If Huddles were to succeed, they had to align with how people already behaved, not force them into unnatural patterns.
Design exploration
I sketched out a few versions. Quick, messy, exploratory. They helped me visualize ideas rapidly. How to group departments, how avatars might cluster, how conversations could spark naturally. For enterprise customers, this meant solving for thousands of people without losing the intimacy of small groups.
Prototyping the experience
Moving into Figma, I translated sketches into low-fidelity prototypes that mapped the Huddles flow. Integration with Zoom Meetings and Chat was crucial, it needed to feel seamless, not like an add-on. By working closely with a Senior Design Technologist, I quickly iterated prototypes, tested with leadership, and refined designs into actionable recommendations.
We visually represented department as 'Spaces', personalized to the users prior collaboration. The avatars provided a quick overview of which of their colleagues were "in the office". Private rooms were required a knock to be let in versus others were open to enter without any wait.

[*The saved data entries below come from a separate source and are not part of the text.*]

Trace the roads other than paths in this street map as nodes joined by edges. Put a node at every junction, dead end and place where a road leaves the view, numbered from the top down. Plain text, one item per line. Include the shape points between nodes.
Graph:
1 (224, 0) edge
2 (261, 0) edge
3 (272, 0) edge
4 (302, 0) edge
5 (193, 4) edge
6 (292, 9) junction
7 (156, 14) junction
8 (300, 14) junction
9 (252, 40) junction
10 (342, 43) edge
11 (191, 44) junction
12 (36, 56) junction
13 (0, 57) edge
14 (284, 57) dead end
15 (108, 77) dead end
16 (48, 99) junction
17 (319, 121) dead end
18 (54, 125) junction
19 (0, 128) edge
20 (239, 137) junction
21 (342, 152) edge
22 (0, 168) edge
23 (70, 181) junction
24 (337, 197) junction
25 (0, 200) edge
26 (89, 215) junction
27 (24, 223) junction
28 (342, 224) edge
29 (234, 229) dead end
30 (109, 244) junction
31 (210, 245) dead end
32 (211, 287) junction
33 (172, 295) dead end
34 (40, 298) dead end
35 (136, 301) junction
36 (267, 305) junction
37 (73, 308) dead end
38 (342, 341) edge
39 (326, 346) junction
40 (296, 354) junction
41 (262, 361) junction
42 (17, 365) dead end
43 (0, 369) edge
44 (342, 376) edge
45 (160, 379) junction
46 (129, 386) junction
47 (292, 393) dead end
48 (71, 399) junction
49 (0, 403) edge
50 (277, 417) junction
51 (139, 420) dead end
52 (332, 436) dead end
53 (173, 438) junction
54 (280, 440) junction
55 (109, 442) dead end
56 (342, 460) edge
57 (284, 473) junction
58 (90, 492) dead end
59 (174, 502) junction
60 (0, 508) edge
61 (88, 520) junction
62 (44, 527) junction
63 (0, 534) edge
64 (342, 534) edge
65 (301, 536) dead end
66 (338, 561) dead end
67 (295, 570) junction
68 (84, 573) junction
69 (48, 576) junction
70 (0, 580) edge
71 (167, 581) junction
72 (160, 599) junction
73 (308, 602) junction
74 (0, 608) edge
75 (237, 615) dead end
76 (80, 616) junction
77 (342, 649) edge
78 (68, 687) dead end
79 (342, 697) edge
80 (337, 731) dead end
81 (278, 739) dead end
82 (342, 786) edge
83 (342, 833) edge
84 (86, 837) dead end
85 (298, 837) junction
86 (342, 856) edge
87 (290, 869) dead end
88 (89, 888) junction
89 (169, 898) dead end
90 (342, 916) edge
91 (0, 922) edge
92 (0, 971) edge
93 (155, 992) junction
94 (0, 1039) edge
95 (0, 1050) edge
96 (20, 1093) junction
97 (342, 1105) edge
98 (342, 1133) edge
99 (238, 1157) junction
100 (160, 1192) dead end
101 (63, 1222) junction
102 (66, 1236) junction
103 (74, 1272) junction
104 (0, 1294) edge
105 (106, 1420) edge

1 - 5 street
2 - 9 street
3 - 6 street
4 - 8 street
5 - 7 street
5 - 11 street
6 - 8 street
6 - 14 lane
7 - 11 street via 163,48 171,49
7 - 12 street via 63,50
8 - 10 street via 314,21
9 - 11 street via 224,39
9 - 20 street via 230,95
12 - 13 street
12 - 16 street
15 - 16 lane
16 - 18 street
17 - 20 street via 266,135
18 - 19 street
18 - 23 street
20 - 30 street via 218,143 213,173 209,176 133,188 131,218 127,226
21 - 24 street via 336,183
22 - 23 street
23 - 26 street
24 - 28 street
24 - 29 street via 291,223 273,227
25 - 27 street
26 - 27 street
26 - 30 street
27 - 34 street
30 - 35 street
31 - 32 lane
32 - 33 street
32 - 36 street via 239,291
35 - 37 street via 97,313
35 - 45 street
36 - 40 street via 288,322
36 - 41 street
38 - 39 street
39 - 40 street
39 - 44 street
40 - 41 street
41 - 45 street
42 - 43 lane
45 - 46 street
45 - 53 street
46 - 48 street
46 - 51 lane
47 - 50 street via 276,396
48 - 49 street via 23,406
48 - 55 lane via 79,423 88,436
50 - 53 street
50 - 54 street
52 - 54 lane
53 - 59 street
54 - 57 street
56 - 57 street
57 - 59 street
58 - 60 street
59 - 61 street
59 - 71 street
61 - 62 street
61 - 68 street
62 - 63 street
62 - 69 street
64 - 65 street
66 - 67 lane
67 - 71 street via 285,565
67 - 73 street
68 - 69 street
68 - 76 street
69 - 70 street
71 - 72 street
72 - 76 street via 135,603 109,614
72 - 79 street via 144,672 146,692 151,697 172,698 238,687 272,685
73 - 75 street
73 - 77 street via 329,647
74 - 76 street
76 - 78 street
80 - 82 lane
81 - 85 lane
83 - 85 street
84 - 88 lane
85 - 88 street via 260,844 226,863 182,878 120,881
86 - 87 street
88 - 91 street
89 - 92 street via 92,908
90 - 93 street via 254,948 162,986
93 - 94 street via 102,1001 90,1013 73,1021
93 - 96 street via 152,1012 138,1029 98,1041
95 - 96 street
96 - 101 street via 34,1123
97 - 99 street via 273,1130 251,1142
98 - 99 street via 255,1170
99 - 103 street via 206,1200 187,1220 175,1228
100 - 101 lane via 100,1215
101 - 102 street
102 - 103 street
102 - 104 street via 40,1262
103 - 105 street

A user could enter a 'Space' without immediately joining the conversation, similar to working at your desk while colleagues discuss work nearby. If desired, you could easily become part of a huddle (represented on the right).
These huddles were where you could chat, share screen, and whiteboard together in smaller groups.
Users can minimize their Huddle view into a sidebar to get in and out of the experience depending on their work needs.
A new experience that made a huge impact
We launched the first version of Zoom Huddles at Zoomtopia. It was both exhilarating and humbling. On one hand, we had created something entirely new, rooted in deep research and customer feedback. For me, Huddles was a masterclass in the realities of innovation and launching a new product end-to-end.